Yesterday I shared a way to get new clients without hunting them down.
We’re taught to identify your ideal client then go after them.
Get their attention by talking about their pain and lead them to your solution.
It’s worked for years and it still works today but it’s getting harder to break through the noise.
In January there were 2.3 million coaches on LinkedIn.
Yesterday there were 6.6 million.
It’s hard to differentiate yourself from other coaches even when you have a proven track record.
Ad costs are soaring so it's no longer a viable solution for many small businesses.
Content posted on social media gets buried in millions of other posts.
Even if you have the best solution, people are too busy to notice, even when their hair is on fire.
My friend Craig couldn’t convince companies to protect their data no matter how well he marketed.
Almost every day, there's a major cybersecurity breach. Passwords and personal data are being sold on the dark web.
Company reputations are being damaged.
And still, they don't have time to hire an expert to protect their data.
Craig found people who are already doing business with his ideal clients. He partnered with them and it's a win/win for everyone.
There’s another way you can get people’s attention.
Perry Marshall calls it Right-angle Marketing.
This is where you focus on your client’s interests outside of work.
Does your ideal client like to golf?
Does your ideal client like to backpack?
Does your ideal client like to read?
Does your ideal client like to travel?
Right-angle marketing is when you engage your prospect in a conversation about hobbies.
Golfers are very passionate and LOVE to talk about golf.

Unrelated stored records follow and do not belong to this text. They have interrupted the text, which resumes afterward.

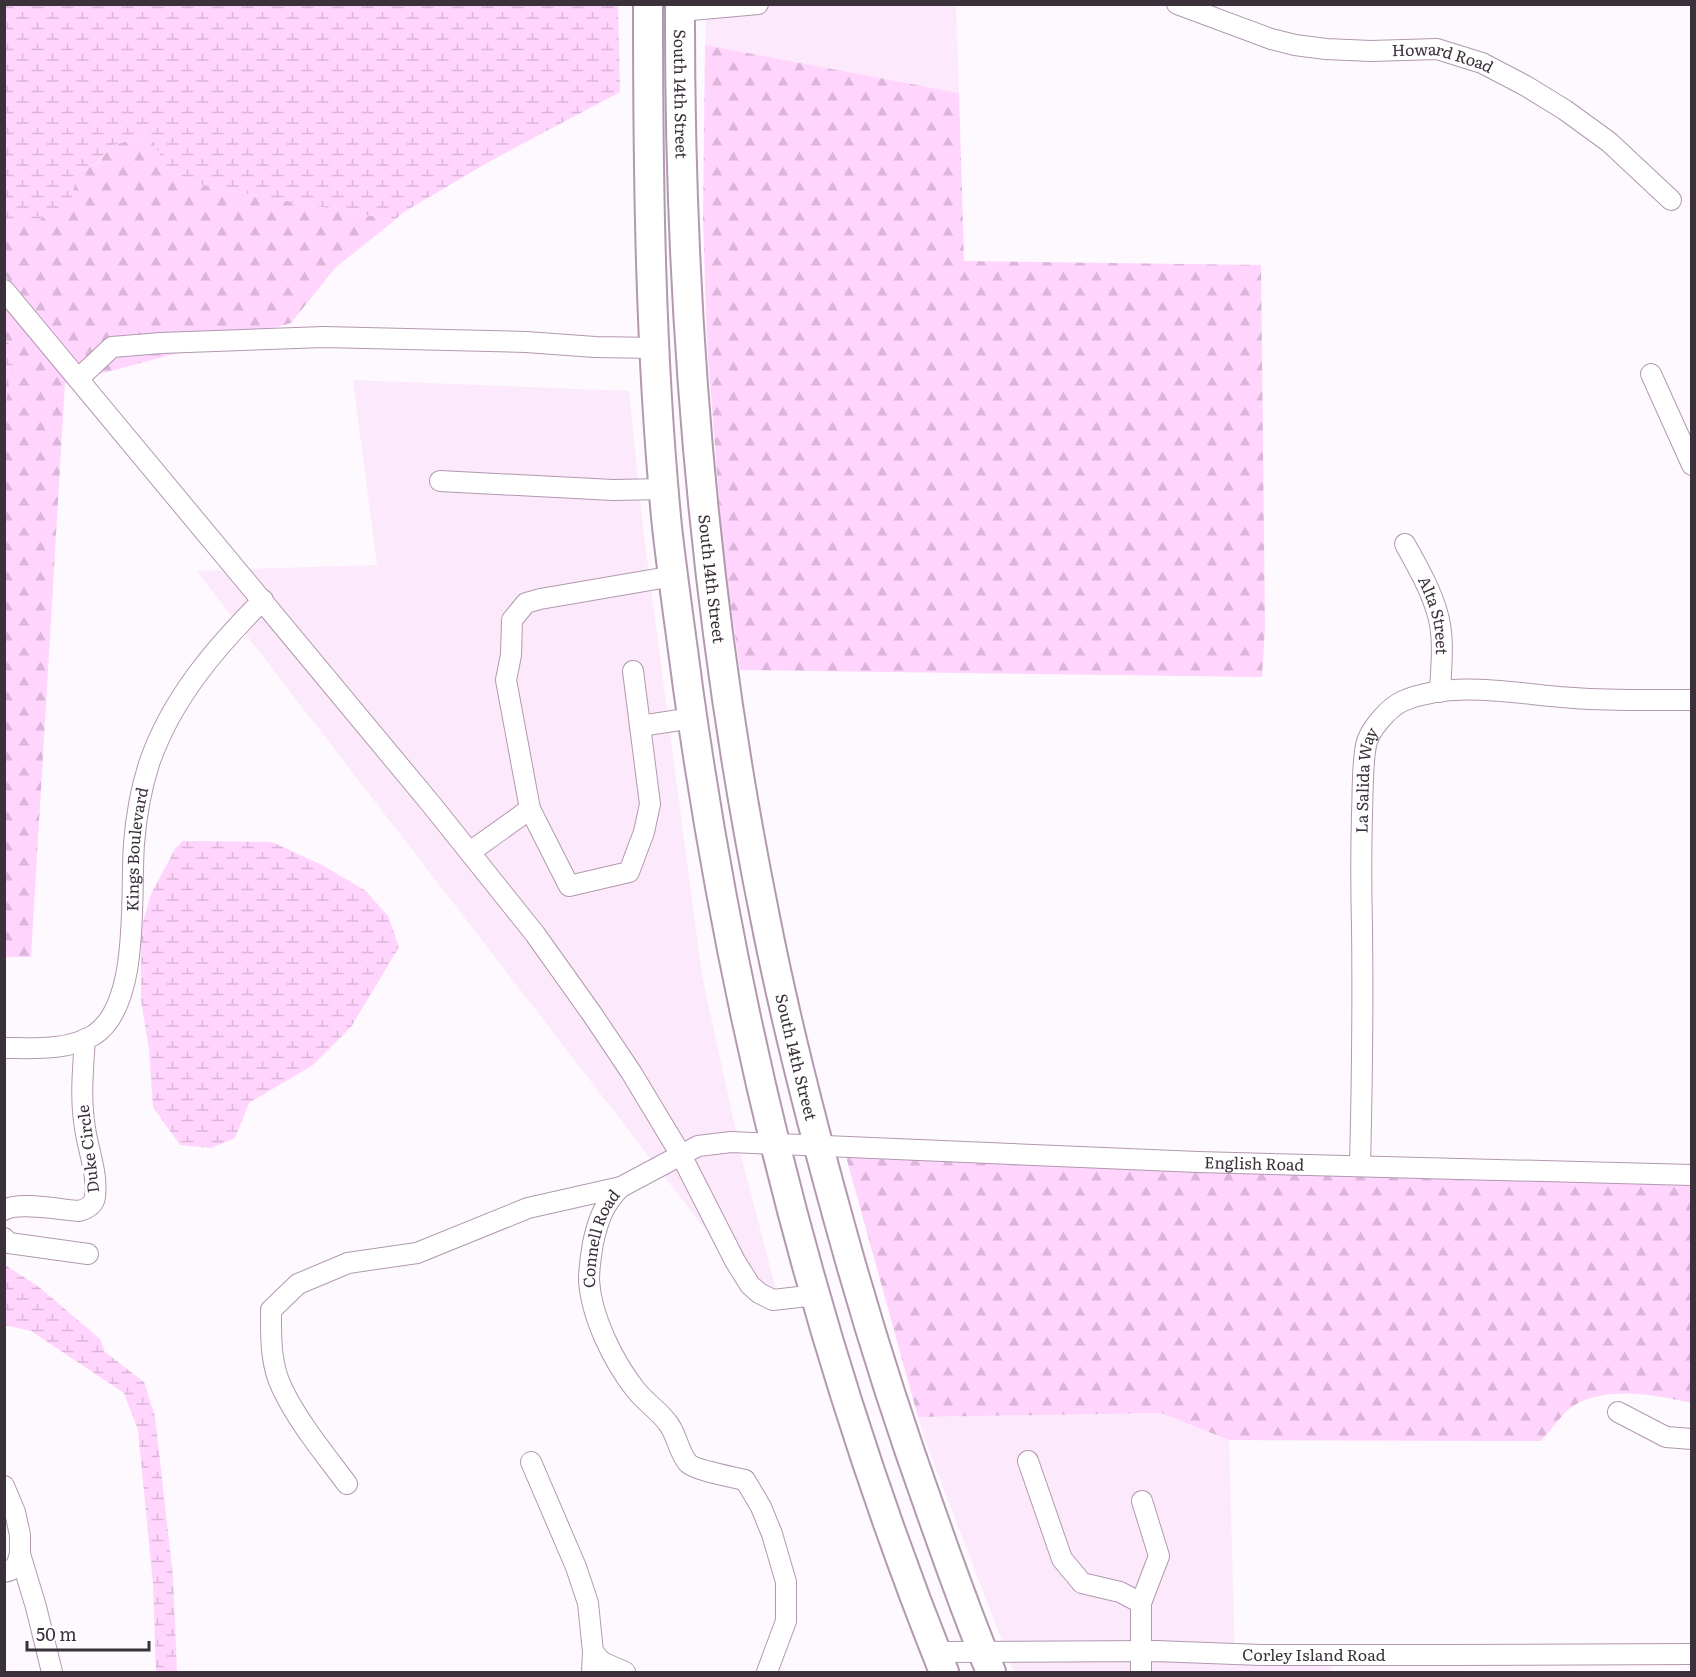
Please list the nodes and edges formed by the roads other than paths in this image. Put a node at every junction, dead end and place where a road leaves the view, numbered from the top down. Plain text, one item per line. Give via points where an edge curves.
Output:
1 (648, 4) edge
2 (758, 4) edge
3 (1177, 4) edge
4 (680, 8) edge
5 (1671, 200) dead end
6 (4, 290) edge
7 (655, 348) junction
8 (1651, 374) dead end
9 (78, 379) junction
10 (694, 395) junction
11 (1692, 465) edge
12 (440, 482) dead end
13 (664, 489) junction
14 (1405, 544) dead end
15 (674, 576) junction
16 (263, 600) junction
17 (633, 671) dead end
18 (1440, 692) junction
19 (1692, 700) edge
20 (693, 718) junction
21 (640, 726) junction
22 (531, 809) junction
23 (470, 852) junction
24 (85, 1039) junction
25 (4, 1048) edge
26 (775, 1143) junction
27 (817, 1144) junction
28 (681, 1155) junction
29 (1360, 1166) junction
30 (1692, 1175) edge
31 (621, 1187) junction
32 (4, 1210) edge
33 (4, 1238) edge
34 (88, 1254) dead end
35 (816, 1295) junction
36 (1618, 1412) dead end
37 (1692, 1439) edge
38 (1028, 1461) dead end
39 (531, 1462) dead end
40 (347, 1484) dead end
41 (4, 1486) edge
42 (1142, 1501) dead end
43 (21, 1554) junction
44 (4, 1572) edge
45 (1141, 1603) junction
46 (1140, 1651) junction
47 (593, 1652) junction
48 (1692, 1654) edge
49 (940, 1662) edge
50 (987, 1662) edge
51 (1277, 1664) edge
52 (52, 1672) edge
53 (592, 1672) edge
54 (625, 1672) edge
55 (768, 1672) edge
56 (1141, 1672) edge

1 - 7 highway, South 14th Street via 648,203
2 - 4 street
3 - 5 street, Howard Road via 1295,45 1371,51 1437,49 1482,63 1565,110 1609,142
4 - 10 highway, South 14th Street via 682,204
6 - 9 street
7 - 9 street via 324,337 161,343 112,347
7 - 10 highway via 668,352 679,364
7 - 13 highway, South 14th Street
8 - 11 street
9 - 16 street
10 - 27 highway, South 14th Street via 705,522 732,736 790,1038
12 - 13 street
13 - 15 highway, South 14th Street
14 - 18 street, Alta Street via 1438,614
15 - 20 highway, South 14th Street
15 - 22 street via 540,599 526,603 512,620 506,680
16 - 23 street
16 - 24 street, Kings Boulevard via 199,671 156,748 140,798 134,842 124,985 104,1026
17 - 21 street
18 - 19 street, La Salida Way via 1489,690 1574,698
18 - 29 street, La Salida Way via 1401,702 1366,743 1361,860
20 - 21 street
20 - 26 highway, South 14th Street via 723,905
21 - 22 street via 650,804 629,872 568,886
22 - 23 street
23 - 28 street via 592,1014
24 - 25 street, Kings Boulevard via 45,1048
24 - 32 street, Duke Circle via 81,1096 93,1170 93,1202 79,1211 21,1206
26 - 27 street, Connell Road
26 - 28 street, Connell Road via 712,1143
26 - 35 highway, South 14th Street
27 - 29 street, English Road
27 - 50 highway, South 14th Street via 884,1377
28 - 31 street, Connell Road
28 - 35 street via 750,1285 773,1300
29 - 30 street, English Road
31 - 40 street via 528,1208 417,1253 348,1263 298,1284 271,1310 271,1346 281,1386 312,1438
31 - 55 street, Connell Road via 602,1210 597,1225 590,1271 593,1303 604,1336 625,1376 669,1423 688,1463 745,1480 762,1507 786,1581 786,1621
33 - 34 street via 9,1243
35 - 49 highway, South 14th Street via 871,1474
36 - 37 street via 1666,1437
38 - 45 street via 1062,1558 1075,1575 1082,1583 1120,1592
39 - 47 street via 588,1603
41 - 43 street via 15,1512
42 - 45 street via 1159,1556
43 - 44 street via 17,1565
43 - 52 street
45 - 46 street
46 - 50 street, Corley Island Road
46 - 51 street, Corley Island Road
46 - 56 street
47 - 53 street
47 - 54 street via 602,1662
48 - 51 street, Corley Island Road
49 - 50 street, Corley Island Road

My father-in-law was an avid golfer. I swear he could recall every round of golf and every shot he took over 60+ years of golfing.
He would talk to complete strangers about golf for hours.
I had a client a few years ago who wanted to connect with CEOs on LinkedIn.
Reaching CEOs on LinkedIn is not always easy.
We tried sending LinkedIn messages but no response.
We tried sending connection requests but no response.
We viewed his profile every day so he would see we were looking at his profile.
We noticed he started Tweeting about the US Open golf tournament.
This is when LinkedIn used to display your Tweets in the timeline.
This prospect was new to Twitter and his tweets were all golf-related.
My client was also an avid golfer so he started engaging with his prospect on Twitter.
They struck up a conversation about golf on Twitter.
This led to conversations about business once they got to know each other.
This is a classic example of right-angle marketing.
When outbound marketing isn’t getting your prospect's attention, try a different angle.
Some of my best, long-term clients come from relationships formed outside of work.
Give it a try and let me know how it works for you.